We returned to find that Alfie had been shown selected excerpts of the Battle of Britain with additional commentary, courtesy of an excited 42-year-old uncle. This revelation did not take on the significance it should have had on our Champagne-fuelled consciences until the following day when machine-gun noises were still emanating from Alfie’s car seat during the drive back to Kent.

‘Is there much violence in the film?’ My wife’s gaze flicked back to the windscreen as we edged towards the Blackwall Tunnel under London’s grey morning-after skies.

The wipers flicked across my vision. ‘Bit of blood here and there. Not a lot. It’s a 1960s’ film.’ She pulled a face so I added: ‘I’m sure he would have had the sensitivity to fast-forward past anything too gory. Anyway, Alfie is too young to realise that exploding planes have people in them.’

The film had been one of the cinematic milestones of our youth. A time when British boys played war games in the street and recreated vignettes of the Second World War in their bedrooms with Airfix kits. There had always been the stirring salute of the Dambusters and the other black and whites on wet Sunday afternoons but the Battle of Britain brought a new vibrancy to the war with glorious Technicolor. We went to see it at ‘the pictures’ with our cousins and collected cards showing stills from the film.

As we emerged from the tunnel, I folded my arms and smiled out of the window at the thought of Susannah York’s knickers. It was the film’s only bedroom scene, in which Susannah’s frills fluttered from under the tail of her WAAF blouse. Was there a card featuring that scene? My wife muttered as a petrol tanker threw spray across her vision.

Despite my upbringing I did not want Alfie to be one of those kids who played around in combat clothing. I wanted him to be a 21st-century boy. I wanted to see him pull stunts on a skateboard and thrash a mountain bike through the woods. I wanted him to be surfing, snowboarding and speaking French before he was old enough to drive.

I wanted him to do those things and I wanted to be able to do those things so I could teach him. Well, maybe not the French. I wanted to be there for him. I had to lose the black dog moods. I had to shed the baggage. I wanted to be happy. I wanted all of us to be happy.

I enticed Alfie downstairs, making sure he held the bannister. He clutched the Messerschmitt in his free hand. I’d heard the news and wanted to see more on the TV. I tried to hurry him with my pace by stepping slightly ahead. He never liked it when I left him behind on the stairs and I hated the thought of him trying to hurry after me and slipping on the wooden treads.

We got to the sitting room where I picked up the remote off the coffee table where it usually lay with the cordless telephone. Alfie saw what I was doing.

‘Can I watch some Alfie telly?’

‘In a minute, son. Just let Daddy catch the news.’

He did not argue. The rules about the time for Daddy telly and the time for Alfie telly had been successfully established.

There was a burning skyscraper, then the replay of a jet smashing into it and the commentary of a Sky anchor-woman trying to hold down the panic of knowing this was the highlight of her broadcasting career.

‘Jesus Christ!’ I sat down on the coffee table.

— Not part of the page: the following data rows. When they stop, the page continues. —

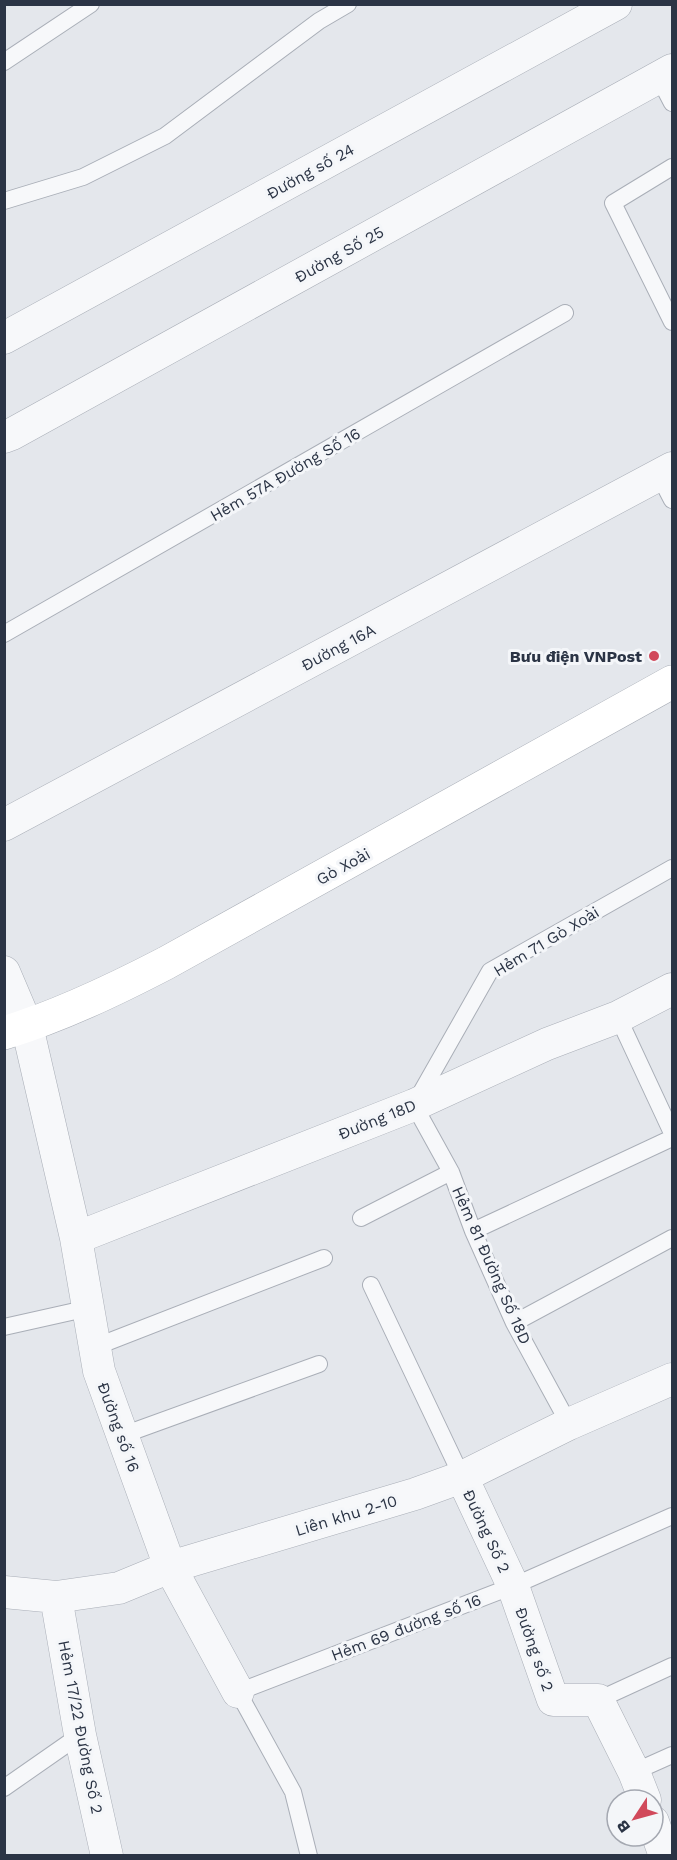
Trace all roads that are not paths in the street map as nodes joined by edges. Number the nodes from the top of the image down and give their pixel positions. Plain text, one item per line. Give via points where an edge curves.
1 (92, 4) edge
2 (348, 4) edge
3 (616, 4) edge
4 (4, 62) edge
5 (668, 84) edge
6 (672, 167) edge
7 (4, 201) edge
8 (565, 313) dead end
9 (672, 322) edge
10 (4, 338) edge
11 (4, 436) edge
12 (668, 481) edge
13 (4, 634) edge
14 (672, 682) edge
15 (4, 825) edge
16 (672, 868) edge
17 (4, 972) edge
18 (672, 989) edge
19 (618, 1017) junction
20 (16, 1030) edge
21 (414, 1105) junction
22 (672, 1136) edge
23 (452, 1172) junction
24 (361, 1218) dead end
25 (473, 1231) junction
26 (76, 1238) junction
27 (672, 1238) edge
28 (324, 1258) dead end
29 (371, 1285) dead end
30 (88, 1308) junction
31 (514, 1323) junction
32 (4, 1327) edge
33 (95, 1347) junction
34 (319, 1364) dead end
35 (672, 1379) edge
36 (569, 1424) junction
37 (123, 1435) junction
38 (462, 1477) junction
39 (672, 1516) edge
40 (170, 1567) junction
41 (513, 1586) junction
42 (4, 1592) edge
43 (56, 1597) junction
44 (672, 1666) edge
45 (238, 1692) junction
46 (598, 1700) junction
47 (80, 1735) junction
48 (672, 1755) edge
49 (639, 1786) edge
50 (4, 1788) edge
51 (107, 1856) edge
52 (309, 1856) edge

1 - 4 lane
2 - 7 lane via 319,21 165,136 83,177
3 - 10 street, Đường số 24
5 - 11 street, Đường Số 25
6 - 9 lane via 613,203
8 - 13 lane, Hẻm 57A Đường Số 16
12 - 15 street, Đường 16A
14 - 20 street, Gò Xoài via 166,963
16 - 21 lane, Hẻm 71 Gò Xoài via 490,971
17 - 20 street, Đường số 16
18 - 19 street, Đường 18D
19 - 21 street, Đường 18D via 547,1044
19 - 22 lane
20 - 26 street, Đường số 16
21 - 23 lane, Hẻm 81 Đường Số 18D
21 - 26 street, Đường 18D
22 - 25 lane
23 - 24 lane
23 - 25 lane, Hẻm 81 Đường Số 18D
25 - 31 lane, Hẻm 81 Đường Số 18D
26 - 30 street, Đường số 16
27 - 31 lane
28 - 33 lane
29 - 38 lane
30 - 32 lane
30 - 33 street, Đường số 16
31 - 36 lane, Hẻm 81 Đường Số 18D
33 - 37 street, Đường số 16 via 99,1371
34 - 37 lane
35 - 36 street, Liên khu 2-10
36 - 38 street, Liên khu 2-10
37 - 40 street, Đường số 16
38 - 40 street, Liên khu 2-10
38 - 41 street, Đường Số 2
39 - 41 lane, Hẻm 69 đường số 16
40 - 43 street, Liên khu 2-10 via 119,1588
40 - 45 street, Đường số 16
41 - 45 lane, Hẻm 69 đường số 16
41 - 46 street, Đường số 2 via 553,1700
42 - 43 street, Liên khu 2-10
43 - 47 street, Hẻm 17/22 Đường Số 2
44 - 46 lane
45 - 52 lane, Đường số 16 via 293,1792
46 - 49 street
47 - 50 lane
47 - 51 street, Hẻm 17/22 Đường Số 2
48 - 49 lane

‘Is it a fire? Is it a fire, Daddy?’

‘Yes.’

‘Why?’

‘A plane just crashed into the building and it started a fire.’

‘Why?’

I turned off the set and placed the remote down. Alfie looked at me, giving nothing away.

Will he remember this moment? I have a vague memory of sitting at home in my pyjamas on a brown settee watching the fuzzy images of the Moon landings on a black and white television set.

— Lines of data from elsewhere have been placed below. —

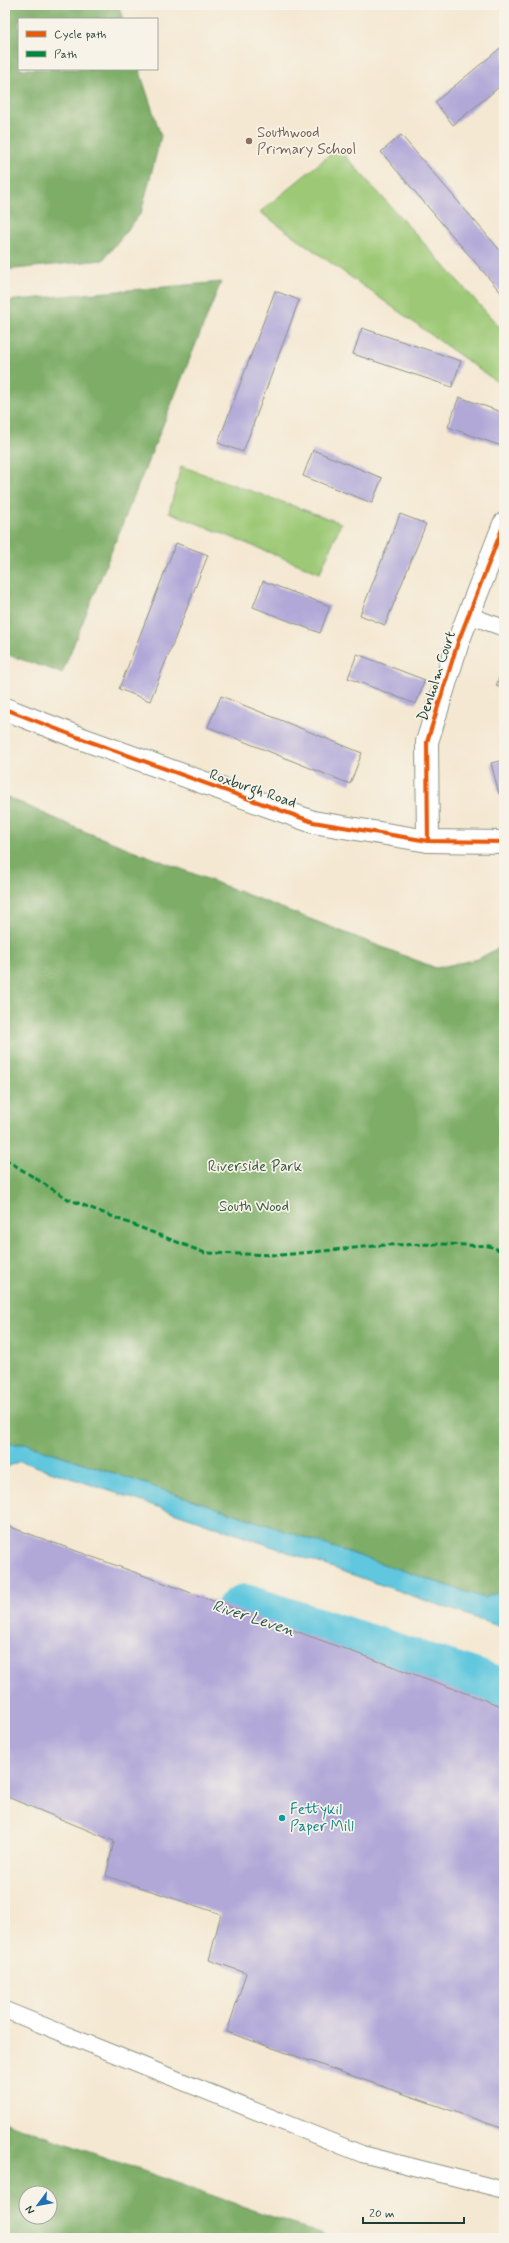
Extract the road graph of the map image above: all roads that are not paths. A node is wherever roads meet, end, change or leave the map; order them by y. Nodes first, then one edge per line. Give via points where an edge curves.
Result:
1 (504, 524) edge
2 (468, 615) junction
3 (504, 628) edge
4 (5, 709) edge
5 (428, 842) junction
6 (504, 842) edge
7 (5, 2010) edge
8 (504, 2190) edge

1 - 2 street, Denholm Court
2 - 3 lane
2 - 5 street, Denholm Court via 427,742
4 - 5 street, Roxburgh Road via 313,822
5 - 6 street, Roxburgh Road
7 - 8 lane via 362,2154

After I’m dead will he turn to his wife during one of those 40-something reminiscences over dinner and tell her he remembers watching the blue sky and the burning buildings at home with his Dad that day?

‘I think some naughty men crashed the plane into the building.’

‘Why? Are they baddies?’

We had moved here from London a month ago and the silence of the countryside surrounding our home was still so noticeable.